The visual modeling platform plug-in allows you to label training data, train common computer vision models, and deploy the models. It deeply optimizes the models that are used on mobile platforms. You can test the performance of a model on your mobile phone by scanning the QR code of the model. You can also deploy a model on your mobile device. This topic describes how to use a visual modeling platform plug-in to detect objects.

Prerequisites

  • AutoLearning is authorized to access Object Storage Service (OSS). For more information, see OSS authorization.
  • An instance of the object detection type is created. For more information, see Create instances.
  • The image dataset for model training is uploaded to OSS. The image dataset must meet the requirements and specifications of optical character recognition (OCR). For more information, see Usage notes. We recommend that you use the graphical management tool ossbrowser to upload images in bulk. For more information, see Use ossbrowser.

Background information

Test data: Demo data of object detection.

Usage notes

The image dataset for object detection must meet the following dataset requirements and specifications:
  • Dataset requirements
    • Image quality: The images are not damaged and the resolution of the images must be higher than 30p. AutoLearning supports images in JPG and JPEG formats.
    • Data balance: We recommend that you balance the image quantity among image categories and include more than 50 images in each category.
    • Generalization: Select images that are taken in real scenes from different perspectives.
  • Dataset specifications
    |-- your_image_dir /
        | -- a.jpg
        | -- a.xml
        | -- b.png
        | -- b.xml
        | -- c.png
        ...            
    The images stored in OSS for model training must meet the preceding format requirements. your_image_dir refers to the folder that stores all the images for model training. The image labeling results are stored in XML files that are supported by Visual Object Classes (VOC) and Pattern Analysis, Statistic Modelling, and Computational Learning (PASCAL).
    The following example describes the XML format.
    <?xml version="1.0" encoding="utf-8"?>
    <annotation>
        <size>
            <width>1280</width>
            <height>720</height>
            <depth>3</depth>
        </size>
        <object>
            <name>dog</name>
            <bndbox>
                <xmin>549</xmin>
                <xmax>715</xmax>
                <ymin>257</ymin>
                <ymax>289</ymax>
            </bndbox>
            <truncated>0</truncated>
            <difficult>0</difficult>
        </object>
        <object>
            <name>cat</name>
            <bndbox>
                <xmin>842</xmin>
                <xmax>1009</xmax>
                <ymin>138</ymin>
                <ymax>171</ymax>
            </bndbox>
            <truncated>0</truncated>
            <difficult>0</difficult>
        </object>
        <segmented>0</segmented>
    </annotation>
    In the preceding example, the following two objects are detected: dog and cat.

Procedure

To use the visual modeling platform plug-in to detect objects, perform the following steps:
  1. Create a dataset

    Create a training dataset for object detection.

  2. Step 2: Label images

    If unlabeled data exists, label it on the AutoLearning platform.

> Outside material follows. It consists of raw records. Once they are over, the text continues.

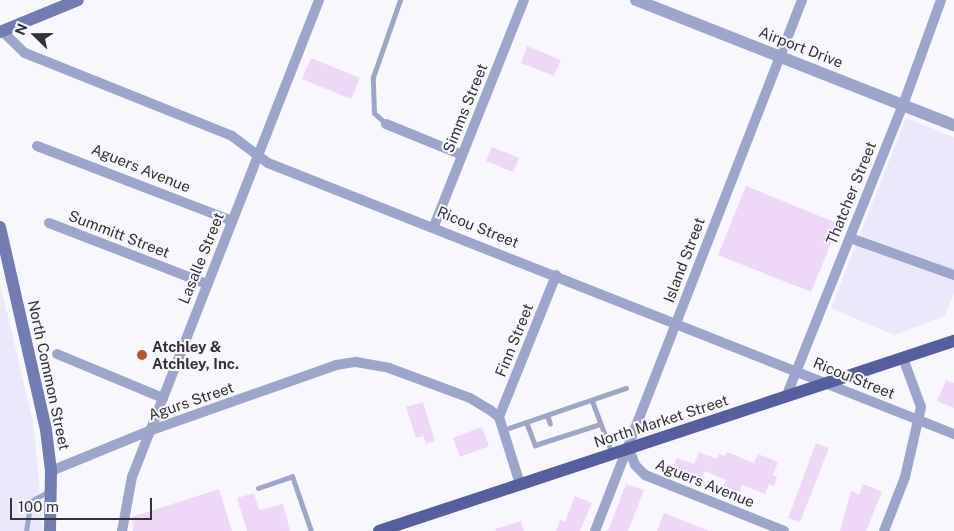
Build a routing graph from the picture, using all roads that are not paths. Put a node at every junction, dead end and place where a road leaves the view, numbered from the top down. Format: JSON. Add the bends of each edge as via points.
{"nodes":[{"id":1,"x":78,"y":0,"type":"edge"},
{"id":2,"x":319,"y":0,"type":"edge"},
{"id":3,"x":400,"y":0,"type":"edge"},
{"id":4,"x":524,"y":0,"type":"edge"},
{"id":5,"x":636,"y":0,"type":"edge"},
{"id":6,"x":802,"y":0,"type":"edge"},
{"id":7,"x":941,"y":0,"type":"edge"},
{"id":8,"x":663,"y":5,"type":"edge"},
{"id":9,"x":1,"y":32,"type":"edge"},
{"id":10,"x":780,"y":56,"type":"junction"},
{"id":11,"x":903,"y":104,"type":"junction"},
{"id":12,"x":386,"y":124,"type":"joint"},
{"id":13,"x":954,"y":125,"type":"edge"},
{"id":14,"x":38,"y":146,"type":"dead end"},
{"id":15,"x":462,"y":155,"type":"junction"},
{"id":16,"x":257,"y":156,"type":"junction"},
{"id":17,"x":232,"y":221,"type":"junction"},
{"id":18,"x":49,"y":223,"type":"dead end"},
{"id":19,"x":434,"y":226,"type":"junction"},
{"id":20,"x":0,"y":227,"type":"edge"},
{"id":21,"x":850,"y":238,"type":"junction"},
{"id":22,"x":556,"y":275,"type":"junction"},
{"id":23,"x":954,"y":275,"type":"edge"},
{"id":24,"x":207,"y":284,"type":"junction"},
{"id":25,"x":676,"y":323,"type":"junction"},
{"id":26,"x":954,"y":341,"type":"edge"},
{"id":27,"x":57,"y":354,"type":"dead end"},
{"id":28,"x":903,"y":358,"type":"junction"},
{"id":29,"x":796,"y":372,"type":"junction"},
{"id":30,"x":826,"y":384,"type":"junction"},
{"id":31,"x":626,"y":388,"type":"dead end"},
{"id":32,"x":786,"y":397,"type":"junction"},
{"id":33,"x":163,"y":398,"type":"junction"},
{"id":34,"x":592,"y":401,"type":"junction"},
{"id":35,"x":562,"y":410,"type":"junction"},
{"id":36,"x":547,"y":415,"type":"junction"},
{"id":37,"x":499,"y":417,"type":"junction"},
{"id":38,"x":565,"y":418,"type":"dead end"},
{"id":39,"x":920,"y":420,"type":"junction"},
{"id":40,"x":526,"y":422,"type":"junction"},
{"id":41,"x":550,"y":424,"type":"dead end"},
{"id":42,"x":600,"y":424,"type":"junction"},
{"id":43,"x":503,"y":430,"type":"junction"},
{"id":44,"x":149,"y":431,"type":"junction"},
{"id":45,"x":954,"y":434,"type":"edge"},
{"id":46,"x":629,"y":449,"type":"junction"},
{"id":47,"x":612,"y":454,"type":"junction"},
{"id":48,"x":52,"y":471,"type":"junction"},
{"id":49,"x":520,"y":484,"type":"junction"},
{"id":50,"x":258,"y":488,"type":"dead end"},
{"id":51,"x":52,"y":489,"type":"junction"},
{"id":52,"x":387,"y":530,"type":"edge"},
{"id":53,"x":26,"y":531,"type":"edge"},
{"id":54,"x":50,"y":531,"type":"edge"},
{"id":55,"x":122,"y":531,"type":"edge"},
{"id":56,"x":311,"y":531,"type":"edge"},
{"id":57,"x":595,"y":531,"type":"edge"},
{"id":58,"x":784,"y":531,"type":"edge"},
{"id":59,"x":884,"y":531,"type":"edge"}],
"edges":[{"from":1,"to":9,"type":"main road"},
{"from":2,"to":16,"type":"street","name":"Lasalle Street"},
{"from":3,"to":12,"type":"lane","via":[[373,76],[374,113]]},
{"from":4,"to":15,"type":"street","name":"Simms Street"},
{"from":5,"to":8,"type":"street","name":"Airport Drive"},
{"from":6,"to":10,"type":"street","name":"Island Street"},
{"from":7,"to":11,"type":"street","name":"Thatcher Street"},
{"from":8,"to":10,"type":"street","name":"Airport Drive"},
{"from":9,"to":16,"type":"street","name":"Ricou Street","via":[[25,53],[232,136]]},
{"from":10,"to":11,"type":"street","name":"Airport Drive"},
{"from":10,"to":25,"type":"street","name":"Island Street"},
{"from":11,"to":13,"type":"street","name":"Airport Drive"},
{"from":11,"to":21,"type":"street","name":"Thatcher Street"},
{"from":12,"to":15,"type":"street"},
{"from":14,"to":17,"type":"street","name":"Aguers Avenue"},
{"from":15,"to":19,"type":"street","name":"Simms Street"},
{"from":16,"to":17,"type":"street","name":"Lasalle Street"},
{"from":16,"to":19,"type":"street","name":"Ricou Street","via":[[268,164]]},
{"from":17,"to":24,"type":"street","name":"Lasalle Street"},
{"from":18,"to":24,"type":"street","name":"Summitt Street"},
{"from":19,"to":22,"type":"street","name":"Ricou Street"},
{"from":20,"to":48,"type":"main road","name":"North Common Street","via":[[46,430]]},
{"from":21,"to":23,"type":"street"},
{"from":21,"to":29,"type":"street","name":"Thatcher Street"},
{"from":22,"to":25,"type":"street","name":"Ricou Street"},
{"from":22,"to":37,"type":"street","name":"Finn Street"},
{"from":24,"to":33,"type":"street","name":"Lasalle Street"},
{"from":25,"to":29,"type":"street","name":"Ricou Street"},
{"from":25,"to":46,"type":"street","name":"Island Street"},
{"from":26,"to":28,"type":"main road","name":"North Market Street"},
{"from":27,"to":33,"type":"street"},
{"from":28,"to":30,"type":"main road","name":"North Market Street"},
{"from":28,"to":39,"type":"street","via":[[919,398]]},
{"from":29,"to":30,"type":"street","name":"Ricou Street"},
{"from":29,"to":32,"type":"street","name":"Thatcher Street"},
{"from":30,"to":32,"type":"main road","name":"North Market Street"},
{"from":30,"to":39,"type":"street","name":"Ricou Street"},
{"from":31,"to":34,"type":"lane"},
{"from":32,"to":46,"type":"main road","name":"North Market Street"},
{"from":33,"to":44,"type":"street","name":"Lasalle Street"},
{"from":34,"to":35,"type":"lane"},
{"from":34,"to":42,"type":"lane"},
{"from":35,"to":36,"type":"lane"},
{"from":35,"to":38,"type":"lane"},
{"from":36,"to":40,"type":"lane"},
{"from":36,"to":41,"type":"lane"},
{"from":37,"to":43,"type":"street"},
{"from":37,"to":44,"type":"street","name":"Agurs Street","via":[[461,395],[389,368],[356,362],[336,365]]},
{"from":39,"to":45,"type":"street","name":"Ricou Street"},
{"from":39,"to":59,"type":"street","via":[[905,477]]},
{"from":40,"to":42,"type":"lane","via":[[534,444],[570,430]]},
{"from":40,"to":43,"type":"lane"},
{"from":42,"to":47,"type":"lane"},
{"from":43,"to":49,"type":"street"},
{"from":44,"to":48,"type":"street","name":"Agurs Street"},
{"from":44,"to":55,"type":"street","name":"Lasalle Street","via":[[132,476]]},
{"from":46,"to":47,"type":"main road","name":"North Market Street"},
{"from":46,"to":57,"type":"street","name":"Island Street"},
{"from":46,"to":58,"type":"street","name":"Aguers Avenue","via":[[635,466],[645,475]]},
{"from":47,"to":49,"type":"main road","name":"North Market Street"},
{"from":48,"to":51,"type":"main road","name":"North Common Street"},
{"from":49,"to":52,"type":"main road","name":"North Market Street"},
{"from":50,"to":56,"type":"lane","via":[[292,476]]},
{"from":51,"to":53,"type":"lane","via":[[31,501]]},
{"from":51,"to":54,"type":"main road","name":"North Common Street"}]}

  3. Step 3: Create a task

    Create a model training task.

  4. Step 4: View training details

    You can view the training progress, node details, and training logs during model training.

  5. Step 5: Generate a mini program to test the model

    You can use Alipay on your mobile phone to scan the QR code to test the model performance.

  6. Step 6: Deploy the model

    The visual modeling platform plug-in is highly compatible with Elastic Algorithm Service (EAS) of Machine Learning Platform for AI (PAI). You can use the plug-in to deploy a model as a RESTful service with ease.

Step 1: Create a dataset

  1. Go to the Computer Vision Model Training page.
    1. Log on to the Machine Learning Platform for AI (PAI) console.
    2. In the left-side navigation pane, choose AI Industry Plug-In > Visual Modeling Platform Plug-in.
  2. On the Computer Vision Model Training page, find the instance that you want to manage and click Open in the Operation column.
  3. In the Data Preparation step, click New Dataset.
  4. In the New Dataset panel, set the parameters.
    Parameter Description
    Dataset name The name of the dataset. The name must be 1 to 30 characters in length and can contain underscores (_) and hyphens (-). It must start with a letter or digit.
    Description The description of the dataset. The description helps distinguish different datasets.
    Storage type Only OSS is supported. You cannot change the value.
    OSS path The OSS path where the images for model training are stored.
  5. Click Confirm.
    The visual modeling platform plug-in automatically creates indexes on images and labeling data, but does not save the indexed images. The plug-in can retrieve your images in OSS to train models only after the plug-in is authorized. You can view the information of datasets in the Dataset list section. If the status of the dataset changes from Data import to To be manually marked or Labeling completed, the dataset is created.

Step 2: Label images

If your dataset contains unlabeled images, you can label them on the AutoLearning platform.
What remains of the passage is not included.